Muhamed Azghari, an Aga Khan employee, spent more than a year trying to persuade a mullah to allow a girls’ school. His tactic: sitting lower than the man, a sign of deference, and praising his leadership. He paid for the man to visit other villages to see what other councils had accomplished.
“Ten times we fought, two times we laughed,” Mr. Dekan said, using the Afghan equivalent of “two steps forward, one step back.”
When it came to women, villagers were adamant.
But forcing conditions would have violated a basic principle of the approach: never start a project that is not backed by all members of the community, or it will fail.
“People have to be mentally ready,” said Akhtar Iqbal, Aga Khan’s director in Badakhshan. If they are not, the school or clinic will languish unused, a frequent problem with large-scale development efforts.
Five years later, the village of Fargamanch has women’s literacy classes and a girls’ high school. Over all, girls’ enrollment in Badakhshan is up by 65 percent since 2004, according to the Ministry of Education. The number of trained midwives has quadrupled.
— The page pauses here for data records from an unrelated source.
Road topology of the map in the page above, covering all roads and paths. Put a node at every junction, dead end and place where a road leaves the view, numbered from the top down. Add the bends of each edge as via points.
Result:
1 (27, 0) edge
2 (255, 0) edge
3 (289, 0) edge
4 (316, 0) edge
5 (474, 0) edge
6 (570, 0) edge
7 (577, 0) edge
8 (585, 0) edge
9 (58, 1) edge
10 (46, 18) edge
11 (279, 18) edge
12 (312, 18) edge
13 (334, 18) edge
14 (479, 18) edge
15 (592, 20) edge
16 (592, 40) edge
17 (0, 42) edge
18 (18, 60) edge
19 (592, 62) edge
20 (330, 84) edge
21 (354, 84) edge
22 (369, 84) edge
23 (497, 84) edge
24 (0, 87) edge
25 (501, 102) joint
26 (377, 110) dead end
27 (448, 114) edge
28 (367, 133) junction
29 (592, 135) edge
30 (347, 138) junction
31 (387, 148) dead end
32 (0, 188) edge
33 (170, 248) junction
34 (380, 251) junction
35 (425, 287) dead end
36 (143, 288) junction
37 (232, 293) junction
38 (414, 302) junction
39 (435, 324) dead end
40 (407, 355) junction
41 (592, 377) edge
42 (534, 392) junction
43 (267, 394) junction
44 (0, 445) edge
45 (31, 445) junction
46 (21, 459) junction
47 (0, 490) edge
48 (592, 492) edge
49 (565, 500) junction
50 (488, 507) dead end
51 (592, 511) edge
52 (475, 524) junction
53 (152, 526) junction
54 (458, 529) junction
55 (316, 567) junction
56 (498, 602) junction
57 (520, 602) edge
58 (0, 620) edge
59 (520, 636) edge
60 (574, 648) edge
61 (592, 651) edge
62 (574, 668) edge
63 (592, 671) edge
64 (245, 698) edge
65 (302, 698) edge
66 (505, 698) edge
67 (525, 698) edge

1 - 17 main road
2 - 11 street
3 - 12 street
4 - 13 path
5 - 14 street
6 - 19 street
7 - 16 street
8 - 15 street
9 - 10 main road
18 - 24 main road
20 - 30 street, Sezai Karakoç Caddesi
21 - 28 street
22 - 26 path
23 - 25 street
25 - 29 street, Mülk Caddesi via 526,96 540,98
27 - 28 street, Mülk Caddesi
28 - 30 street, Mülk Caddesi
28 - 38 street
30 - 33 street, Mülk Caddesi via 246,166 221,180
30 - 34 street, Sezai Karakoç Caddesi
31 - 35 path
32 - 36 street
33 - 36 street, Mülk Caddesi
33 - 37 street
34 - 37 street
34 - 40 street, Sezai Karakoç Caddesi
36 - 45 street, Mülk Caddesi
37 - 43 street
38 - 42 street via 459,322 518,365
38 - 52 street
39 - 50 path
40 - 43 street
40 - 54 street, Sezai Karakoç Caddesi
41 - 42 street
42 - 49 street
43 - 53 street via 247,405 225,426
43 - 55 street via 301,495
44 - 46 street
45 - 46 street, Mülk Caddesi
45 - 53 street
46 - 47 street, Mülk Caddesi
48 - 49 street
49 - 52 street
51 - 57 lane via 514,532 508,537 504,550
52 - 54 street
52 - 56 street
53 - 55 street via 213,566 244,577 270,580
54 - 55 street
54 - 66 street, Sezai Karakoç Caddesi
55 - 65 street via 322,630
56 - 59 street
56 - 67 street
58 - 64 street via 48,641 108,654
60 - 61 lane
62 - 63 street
Health has also improved. Now, 3,270 families have taps for clean drinking water near their homes, reducing waterborne diseases.
The councils are also a check on corruption. When 200 bags of wheat mysteriously disappeared from the local government this year, council members demanded they be returned. (They were.)
When a minister’s aide cashed a check meant for a transformer, Mr. Ataullah spent a week tracking down a copy. (The aide was fired.)
“The government doesn’t like us anymore,” Mr. Azghari said, laughing. “They want the old system back.”
While Badakhshan’s changes are fragile, the forces of modernization are growing. Televisions have begun to broadcast the outside world into villages. Phone networks cover more than 80 percent of the province, triple what the figure was in 2001.
Perhaps most important, Afghans are tired of war, and seeing the benefits of a decade of peace might be enough to encourage new kinds of decisions.
Ghulam Mohaiuddin, a farmer, seethes when he remembers the past.
“The jihad was useless,” he said, sitting cross-legged in his mud-walled house.
Suddenly, a loud blast went off, startling his guests. He laughed. It was the sound of canal construction, not a bomb.
“Now we’ve put down our weapons and started building,” he said, smiling.